• [Exercise materials]:
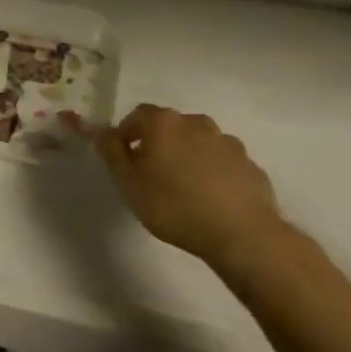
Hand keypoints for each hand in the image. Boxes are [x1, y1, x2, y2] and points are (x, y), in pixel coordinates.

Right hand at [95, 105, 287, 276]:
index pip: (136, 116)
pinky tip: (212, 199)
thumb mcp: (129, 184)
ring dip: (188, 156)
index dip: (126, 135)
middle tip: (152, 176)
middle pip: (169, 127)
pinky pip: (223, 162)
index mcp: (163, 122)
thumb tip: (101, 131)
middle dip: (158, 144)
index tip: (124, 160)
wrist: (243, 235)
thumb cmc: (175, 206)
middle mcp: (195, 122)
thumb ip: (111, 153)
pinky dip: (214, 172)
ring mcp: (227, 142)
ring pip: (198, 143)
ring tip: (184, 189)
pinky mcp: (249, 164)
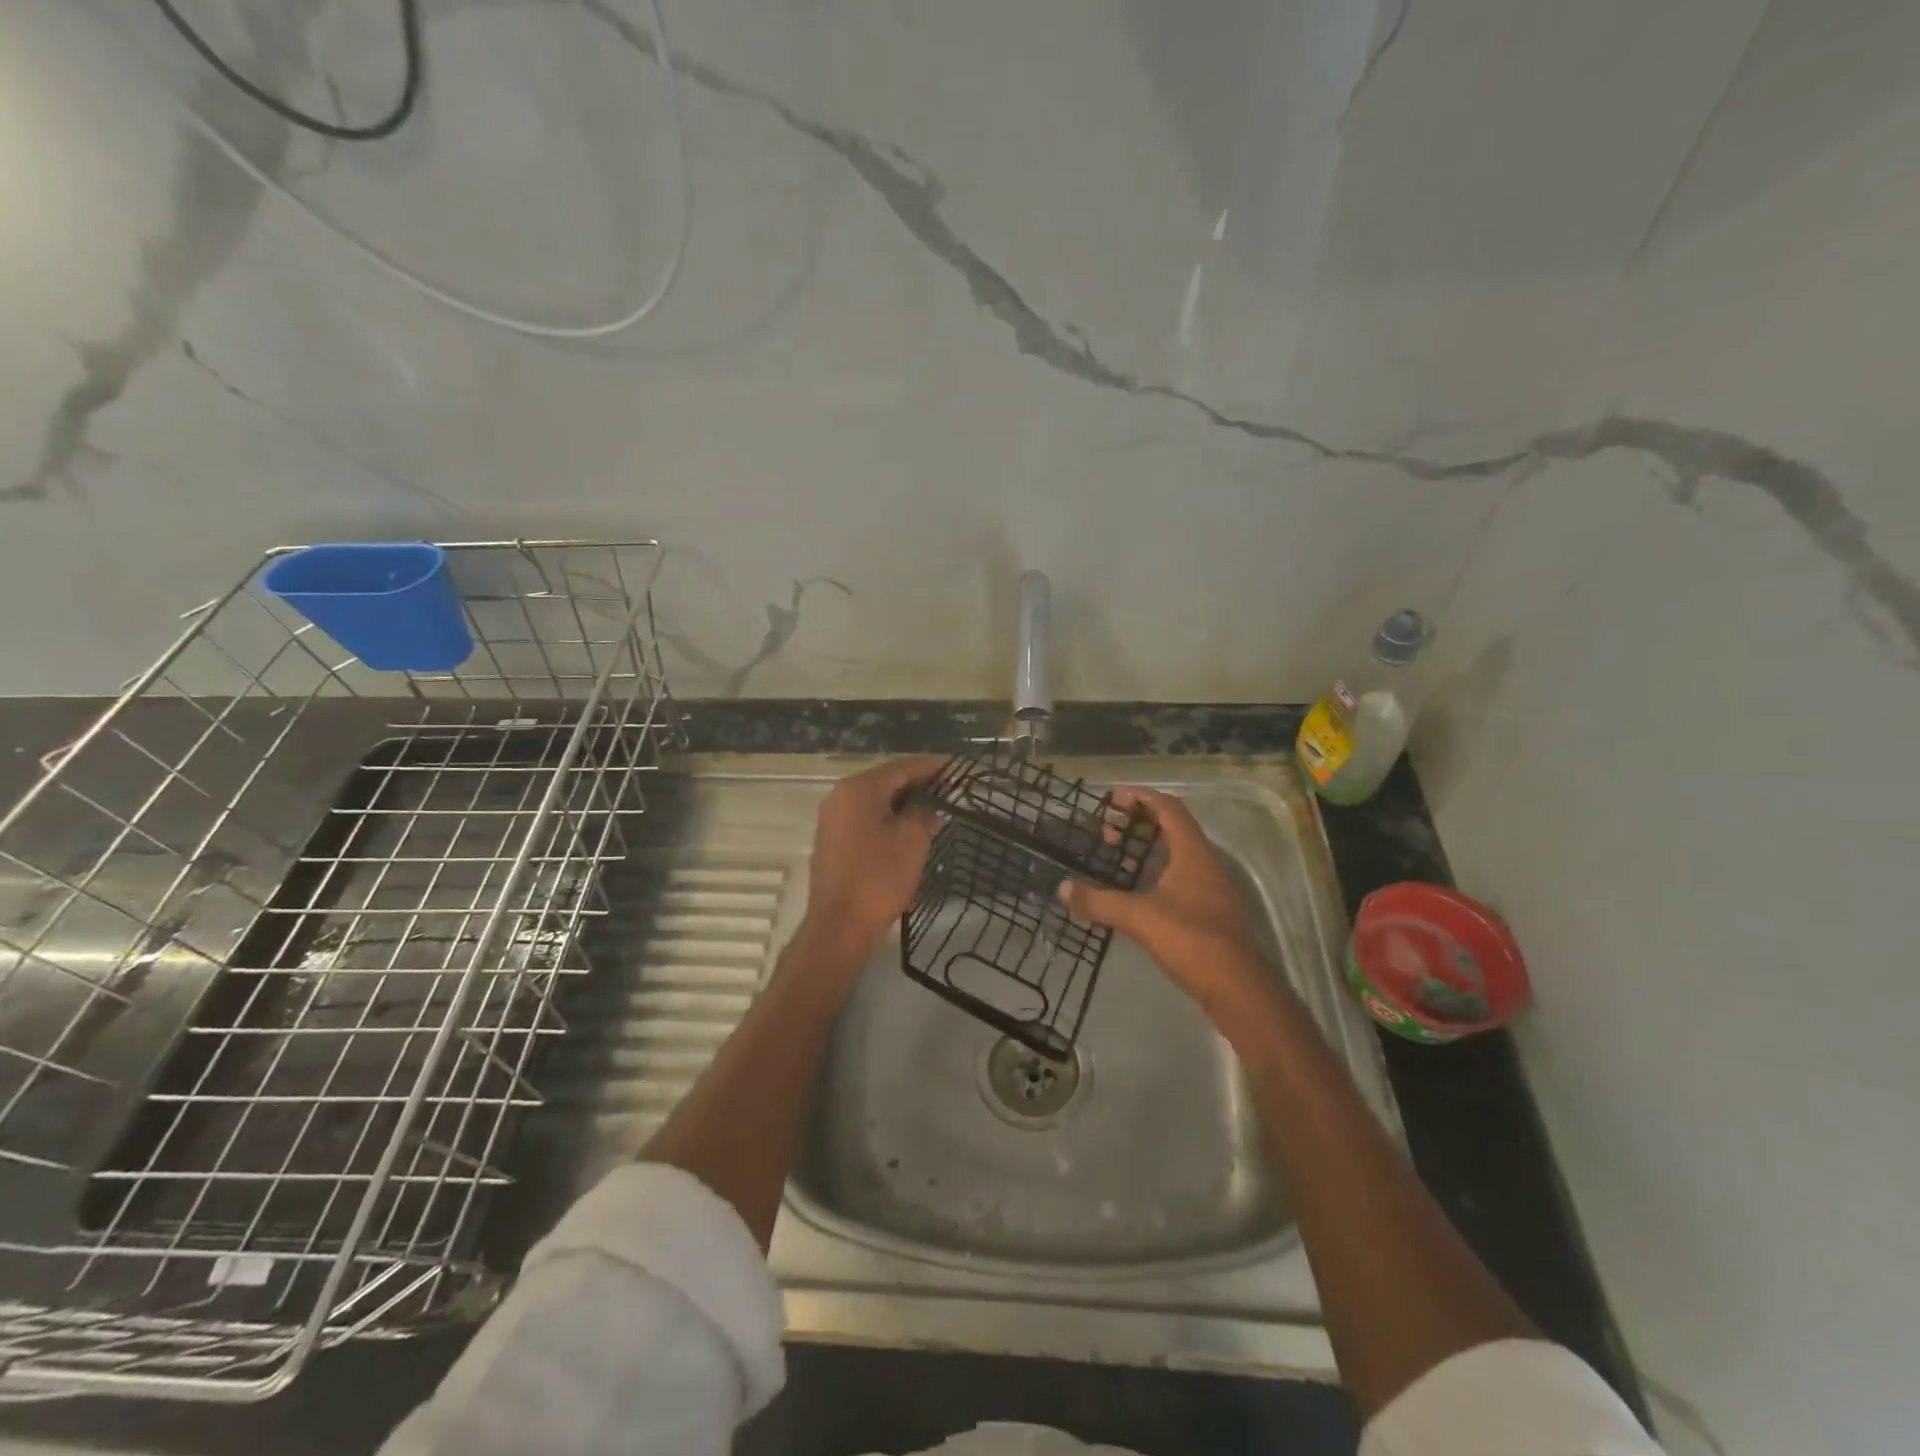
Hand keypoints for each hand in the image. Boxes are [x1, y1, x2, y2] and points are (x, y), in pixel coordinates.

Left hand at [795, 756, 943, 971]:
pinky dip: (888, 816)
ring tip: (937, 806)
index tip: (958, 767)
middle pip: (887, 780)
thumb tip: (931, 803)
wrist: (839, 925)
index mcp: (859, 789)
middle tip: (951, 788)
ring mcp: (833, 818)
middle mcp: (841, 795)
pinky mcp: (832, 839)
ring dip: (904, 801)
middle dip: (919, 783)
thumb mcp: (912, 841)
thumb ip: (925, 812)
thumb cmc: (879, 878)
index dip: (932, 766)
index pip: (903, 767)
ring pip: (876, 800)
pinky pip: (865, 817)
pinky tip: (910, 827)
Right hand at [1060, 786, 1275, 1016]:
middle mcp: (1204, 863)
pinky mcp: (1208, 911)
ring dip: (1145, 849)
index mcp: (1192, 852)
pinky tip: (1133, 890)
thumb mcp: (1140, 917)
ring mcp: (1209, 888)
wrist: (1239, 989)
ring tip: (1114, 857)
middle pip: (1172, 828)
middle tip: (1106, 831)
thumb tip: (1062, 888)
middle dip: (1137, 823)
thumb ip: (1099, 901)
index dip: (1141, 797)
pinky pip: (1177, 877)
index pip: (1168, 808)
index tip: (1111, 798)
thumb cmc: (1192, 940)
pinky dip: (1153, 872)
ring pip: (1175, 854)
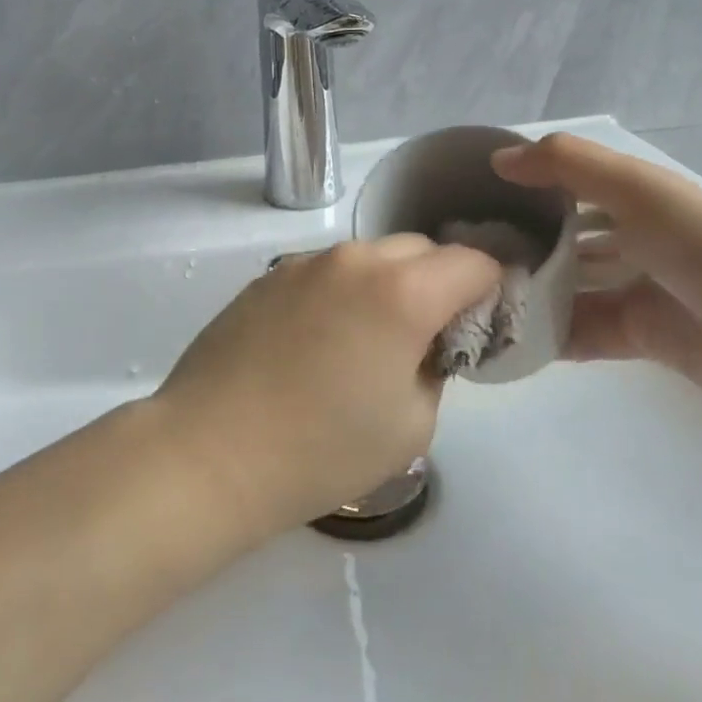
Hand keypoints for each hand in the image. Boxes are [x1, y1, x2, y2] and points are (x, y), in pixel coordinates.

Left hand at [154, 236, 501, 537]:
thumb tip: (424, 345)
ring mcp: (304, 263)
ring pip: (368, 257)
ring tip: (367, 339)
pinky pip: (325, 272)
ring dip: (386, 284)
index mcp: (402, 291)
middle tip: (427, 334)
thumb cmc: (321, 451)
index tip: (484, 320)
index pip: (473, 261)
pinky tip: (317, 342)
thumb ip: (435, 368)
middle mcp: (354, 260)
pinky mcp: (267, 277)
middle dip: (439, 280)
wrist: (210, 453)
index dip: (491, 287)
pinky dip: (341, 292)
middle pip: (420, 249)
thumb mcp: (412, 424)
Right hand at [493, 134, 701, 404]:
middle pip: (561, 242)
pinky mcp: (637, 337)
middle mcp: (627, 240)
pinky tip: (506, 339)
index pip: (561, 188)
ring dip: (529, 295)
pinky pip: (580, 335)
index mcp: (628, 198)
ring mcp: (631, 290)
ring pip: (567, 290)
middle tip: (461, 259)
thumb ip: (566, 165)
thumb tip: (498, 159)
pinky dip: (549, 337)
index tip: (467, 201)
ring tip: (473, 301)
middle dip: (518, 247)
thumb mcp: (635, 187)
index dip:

• [Exercise prompt]: Give again, word for word, every line from the top of the entries above to the line holding "index dip: (126, 135)", both included. Leave the pictures out.

• [Result]:
Hand keypoints for each hand in the image. Boxes are [x1, y1, x2, y2] and points are (x, y), in pixel coordinates.

Right hand at [95, 105, 287, 276]:
index pip: (136, 116)
pinky tip: (212, 199)
thumb mcp: (129, 184)
ring dip: (188, 156)
index dip: (126, 135)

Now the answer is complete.